Relative Quality and Popularity Evaluation of Multilingual Wikipedia Articles

From Wikipedia Quality
Jump to: navigation, search

Relative Quality and Popularity Evaluation of Multilingual Wikipedia Articles
Włodzimierz Lewoniewski
Krzysztof Węcel
Witold Abramowicz
Publication date
Original Preprint

Relative Quality and Popularity Evaluation of Multilingual Wikipedia Articles - scientific work about Wikipedia quality published in 2017, written by Włodzimierz Lewoniewski, Krzysztof Węcel and Witold Abramowicz.

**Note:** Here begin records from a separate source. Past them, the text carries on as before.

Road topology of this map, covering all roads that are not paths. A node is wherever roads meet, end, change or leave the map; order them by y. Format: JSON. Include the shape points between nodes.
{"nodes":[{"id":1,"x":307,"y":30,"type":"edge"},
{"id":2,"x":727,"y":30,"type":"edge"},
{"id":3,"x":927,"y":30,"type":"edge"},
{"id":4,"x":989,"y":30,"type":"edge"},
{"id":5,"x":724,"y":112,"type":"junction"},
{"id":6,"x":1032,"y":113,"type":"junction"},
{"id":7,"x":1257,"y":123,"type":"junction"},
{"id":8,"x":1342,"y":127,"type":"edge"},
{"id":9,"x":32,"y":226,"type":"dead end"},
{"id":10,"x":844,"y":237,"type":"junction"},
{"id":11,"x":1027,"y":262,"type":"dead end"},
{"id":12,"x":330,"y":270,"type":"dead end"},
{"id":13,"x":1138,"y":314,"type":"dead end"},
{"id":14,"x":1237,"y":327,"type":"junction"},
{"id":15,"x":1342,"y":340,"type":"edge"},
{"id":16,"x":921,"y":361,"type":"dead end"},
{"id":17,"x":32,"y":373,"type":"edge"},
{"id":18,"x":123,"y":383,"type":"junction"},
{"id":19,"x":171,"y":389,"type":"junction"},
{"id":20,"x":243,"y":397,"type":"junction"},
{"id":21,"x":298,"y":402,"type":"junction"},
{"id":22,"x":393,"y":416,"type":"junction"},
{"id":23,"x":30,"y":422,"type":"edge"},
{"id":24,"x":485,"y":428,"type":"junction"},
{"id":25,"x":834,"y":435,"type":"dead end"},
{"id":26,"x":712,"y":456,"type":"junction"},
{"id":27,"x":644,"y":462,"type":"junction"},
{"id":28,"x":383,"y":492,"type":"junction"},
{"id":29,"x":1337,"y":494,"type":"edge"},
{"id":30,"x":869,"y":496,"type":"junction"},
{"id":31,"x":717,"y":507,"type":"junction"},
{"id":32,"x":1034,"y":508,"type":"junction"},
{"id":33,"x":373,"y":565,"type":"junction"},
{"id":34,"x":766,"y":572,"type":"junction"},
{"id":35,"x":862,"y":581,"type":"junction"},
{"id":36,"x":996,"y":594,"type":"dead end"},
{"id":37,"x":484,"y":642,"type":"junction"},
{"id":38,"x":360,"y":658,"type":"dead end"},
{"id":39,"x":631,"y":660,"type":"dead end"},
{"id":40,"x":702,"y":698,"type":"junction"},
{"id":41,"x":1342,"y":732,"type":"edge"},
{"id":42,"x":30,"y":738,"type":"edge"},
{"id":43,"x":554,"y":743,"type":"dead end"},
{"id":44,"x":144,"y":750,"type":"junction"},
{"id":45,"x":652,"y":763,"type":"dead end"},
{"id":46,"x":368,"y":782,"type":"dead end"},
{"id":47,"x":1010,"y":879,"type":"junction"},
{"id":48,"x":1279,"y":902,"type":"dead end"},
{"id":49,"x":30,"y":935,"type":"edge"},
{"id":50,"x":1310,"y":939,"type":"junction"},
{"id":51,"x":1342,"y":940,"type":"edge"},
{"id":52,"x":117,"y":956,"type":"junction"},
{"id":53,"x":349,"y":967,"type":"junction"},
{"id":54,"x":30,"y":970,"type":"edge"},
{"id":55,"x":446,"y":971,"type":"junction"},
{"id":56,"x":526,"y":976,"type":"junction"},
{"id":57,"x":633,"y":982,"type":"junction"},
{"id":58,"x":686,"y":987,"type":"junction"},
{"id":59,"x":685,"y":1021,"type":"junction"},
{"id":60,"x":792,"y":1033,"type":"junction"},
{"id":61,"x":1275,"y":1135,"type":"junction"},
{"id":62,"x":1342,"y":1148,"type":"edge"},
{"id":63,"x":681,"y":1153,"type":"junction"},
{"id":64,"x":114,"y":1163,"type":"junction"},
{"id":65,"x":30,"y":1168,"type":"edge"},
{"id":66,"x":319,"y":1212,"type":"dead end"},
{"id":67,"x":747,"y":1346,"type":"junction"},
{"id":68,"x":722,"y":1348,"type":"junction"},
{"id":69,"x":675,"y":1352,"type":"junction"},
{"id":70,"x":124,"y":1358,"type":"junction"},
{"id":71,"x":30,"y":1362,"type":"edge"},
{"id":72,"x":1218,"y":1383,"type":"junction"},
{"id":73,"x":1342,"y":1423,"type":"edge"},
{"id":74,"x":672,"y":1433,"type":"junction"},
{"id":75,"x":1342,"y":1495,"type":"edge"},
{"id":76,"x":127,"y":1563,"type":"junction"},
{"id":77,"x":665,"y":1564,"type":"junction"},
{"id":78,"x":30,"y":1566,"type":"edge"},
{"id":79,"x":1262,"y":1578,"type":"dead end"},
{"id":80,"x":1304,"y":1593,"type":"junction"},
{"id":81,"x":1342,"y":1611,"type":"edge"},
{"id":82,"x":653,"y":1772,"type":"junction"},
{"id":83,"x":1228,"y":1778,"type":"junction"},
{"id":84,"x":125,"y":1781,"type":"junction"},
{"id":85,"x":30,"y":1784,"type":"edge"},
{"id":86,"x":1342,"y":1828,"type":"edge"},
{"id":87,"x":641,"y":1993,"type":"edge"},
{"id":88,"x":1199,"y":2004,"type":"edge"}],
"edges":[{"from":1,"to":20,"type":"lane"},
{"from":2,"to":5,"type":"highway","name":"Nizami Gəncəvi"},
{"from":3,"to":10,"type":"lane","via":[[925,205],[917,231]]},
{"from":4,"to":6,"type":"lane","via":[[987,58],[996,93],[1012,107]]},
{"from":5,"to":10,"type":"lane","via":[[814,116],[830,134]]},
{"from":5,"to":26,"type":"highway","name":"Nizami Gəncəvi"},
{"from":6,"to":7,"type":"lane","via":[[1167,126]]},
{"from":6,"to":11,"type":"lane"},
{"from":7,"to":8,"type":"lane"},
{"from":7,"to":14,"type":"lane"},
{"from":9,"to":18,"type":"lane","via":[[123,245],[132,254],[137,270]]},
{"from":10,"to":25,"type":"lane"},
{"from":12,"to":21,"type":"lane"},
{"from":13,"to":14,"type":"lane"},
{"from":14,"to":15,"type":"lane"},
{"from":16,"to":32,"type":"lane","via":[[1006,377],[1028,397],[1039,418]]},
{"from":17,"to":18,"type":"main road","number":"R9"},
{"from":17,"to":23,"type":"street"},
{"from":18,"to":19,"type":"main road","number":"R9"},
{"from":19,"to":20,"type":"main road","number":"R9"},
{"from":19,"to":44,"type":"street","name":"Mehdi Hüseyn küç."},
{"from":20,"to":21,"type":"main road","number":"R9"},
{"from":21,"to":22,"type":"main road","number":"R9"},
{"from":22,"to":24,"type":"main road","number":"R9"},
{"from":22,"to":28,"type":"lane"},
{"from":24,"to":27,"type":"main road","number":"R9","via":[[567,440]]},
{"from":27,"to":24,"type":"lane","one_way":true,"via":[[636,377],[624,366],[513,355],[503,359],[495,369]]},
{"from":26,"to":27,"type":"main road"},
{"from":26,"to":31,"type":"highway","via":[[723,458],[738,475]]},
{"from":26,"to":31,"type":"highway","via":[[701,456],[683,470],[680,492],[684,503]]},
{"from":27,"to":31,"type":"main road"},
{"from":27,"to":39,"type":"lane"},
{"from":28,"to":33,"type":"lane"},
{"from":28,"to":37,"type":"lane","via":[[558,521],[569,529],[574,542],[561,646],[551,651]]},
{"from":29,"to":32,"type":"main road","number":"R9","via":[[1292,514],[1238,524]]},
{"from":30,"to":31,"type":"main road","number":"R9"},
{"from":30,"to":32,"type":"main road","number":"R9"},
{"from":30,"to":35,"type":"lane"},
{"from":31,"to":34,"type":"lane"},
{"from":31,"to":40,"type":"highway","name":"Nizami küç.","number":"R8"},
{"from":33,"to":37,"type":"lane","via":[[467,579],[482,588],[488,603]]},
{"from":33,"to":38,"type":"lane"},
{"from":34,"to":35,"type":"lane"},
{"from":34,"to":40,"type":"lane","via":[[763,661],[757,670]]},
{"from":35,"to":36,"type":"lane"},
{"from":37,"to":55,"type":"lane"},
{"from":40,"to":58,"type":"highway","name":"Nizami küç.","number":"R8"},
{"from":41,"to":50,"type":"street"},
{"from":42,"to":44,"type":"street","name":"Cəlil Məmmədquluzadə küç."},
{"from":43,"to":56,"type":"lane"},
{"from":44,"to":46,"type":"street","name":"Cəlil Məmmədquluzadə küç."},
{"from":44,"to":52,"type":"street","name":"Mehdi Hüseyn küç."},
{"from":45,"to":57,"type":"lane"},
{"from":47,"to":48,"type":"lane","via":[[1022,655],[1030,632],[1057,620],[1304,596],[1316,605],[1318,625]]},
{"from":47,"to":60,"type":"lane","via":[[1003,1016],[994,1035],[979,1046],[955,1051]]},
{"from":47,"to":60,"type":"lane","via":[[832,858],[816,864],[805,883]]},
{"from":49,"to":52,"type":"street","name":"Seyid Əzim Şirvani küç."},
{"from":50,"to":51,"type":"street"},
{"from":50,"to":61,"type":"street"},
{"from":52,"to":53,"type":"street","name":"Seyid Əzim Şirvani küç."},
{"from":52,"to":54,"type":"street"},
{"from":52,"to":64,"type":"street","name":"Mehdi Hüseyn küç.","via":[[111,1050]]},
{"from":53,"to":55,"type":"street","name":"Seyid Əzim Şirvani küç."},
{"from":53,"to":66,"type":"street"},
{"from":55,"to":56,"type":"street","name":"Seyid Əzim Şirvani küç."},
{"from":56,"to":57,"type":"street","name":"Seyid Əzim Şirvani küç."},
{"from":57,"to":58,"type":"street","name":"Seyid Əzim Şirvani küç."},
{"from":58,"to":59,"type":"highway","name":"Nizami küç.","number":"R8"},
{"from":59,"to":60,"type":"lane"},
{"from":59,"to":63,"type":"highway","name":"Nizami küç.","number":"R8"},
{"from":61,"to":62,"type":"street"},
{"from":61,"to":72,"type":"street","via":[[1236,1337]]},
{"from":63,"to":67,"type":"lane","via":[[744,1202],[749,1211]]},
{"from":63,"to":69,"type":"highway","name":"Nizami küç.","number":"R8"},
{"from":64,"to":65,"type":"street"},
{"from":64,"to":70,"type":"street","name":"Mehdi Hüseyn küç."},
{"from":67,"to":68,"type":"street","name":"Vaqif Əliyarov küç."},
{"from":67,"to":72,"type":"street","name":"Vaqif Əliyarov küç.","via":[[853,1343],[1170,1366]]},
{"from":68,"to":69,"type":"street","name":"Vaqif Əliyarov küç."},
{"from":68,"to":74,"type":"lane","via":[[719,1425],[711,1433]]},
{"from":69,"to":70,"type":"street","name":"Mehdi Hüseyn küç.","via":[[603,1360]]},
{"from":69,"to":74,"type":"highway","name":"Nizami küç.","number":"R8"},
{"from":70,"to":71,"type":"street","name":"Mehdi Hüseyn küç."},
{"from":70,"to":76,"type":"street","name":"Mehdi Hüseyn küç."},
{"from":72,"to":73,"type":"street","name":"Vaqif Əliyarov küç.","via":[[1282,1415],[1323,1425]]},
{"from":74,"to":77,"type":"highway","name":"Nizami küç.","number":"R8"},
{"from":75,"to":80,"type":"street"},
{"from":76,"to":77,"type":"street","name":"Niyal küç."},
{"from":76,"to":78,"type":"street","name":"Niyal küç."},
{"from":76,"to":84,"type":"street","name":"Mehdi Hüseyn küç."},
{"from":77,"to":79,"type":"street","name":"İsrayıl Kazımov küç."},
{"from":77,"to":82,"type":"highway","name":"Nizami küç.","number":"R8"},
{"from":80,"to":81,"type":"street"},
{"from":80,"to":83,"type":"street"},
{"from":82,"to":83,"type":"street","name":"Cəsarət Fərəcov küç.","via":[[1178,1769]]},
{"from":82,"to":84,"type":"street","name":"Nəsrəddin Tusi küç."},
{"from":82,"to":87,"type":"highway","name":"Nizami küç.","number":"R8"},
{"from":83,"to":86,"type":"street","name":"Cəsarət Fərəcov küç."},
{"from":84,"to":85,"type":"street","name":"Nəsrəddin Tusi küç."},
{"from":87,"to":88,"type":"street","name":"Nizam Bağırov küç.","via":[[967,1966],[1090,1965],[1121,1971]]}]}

Despite the fact that Wikipedia is often criticized for its poor quality, it continues to be one of the most popular knowledge bases in the world. Articles in this free encyclopedia on various topics can be created and edited in about 300 different language versions independently. Our research has showed that in language sensitive topics, the quality of information can be relatively better in the relevant language versions. However, in most cases, it is difficult for the Wikipedia readers to determine the language affiliation of the described subject. Additionally, each language edition of Wikipedia can have own rules in the manual assessing of the content’s quality. There are also differences in grading schemes between language versions: some use a 6–8 grade system to assess articles, and some are limited to 2–3. This makes automatic quality comparison of articles between various languages a challenging task, particularly if we take into account a large number of unassessed articles; some of the Wikipedia language editions have over 99% of articles without a quality grade. The paper presents the results of a relative quality and popularity assessment of over 28 million articles in 44 selected language versions. Comparative analysis of the quality and the popularity of articles in popular topics was also conducted. Additionally, the correlation between quality and popularity of Wikipedia articles of selected topics in various languages was investigated. The proposed method allows us to find articles with information of better quality that can be used to automatically enrich other language editions of Wikipedia.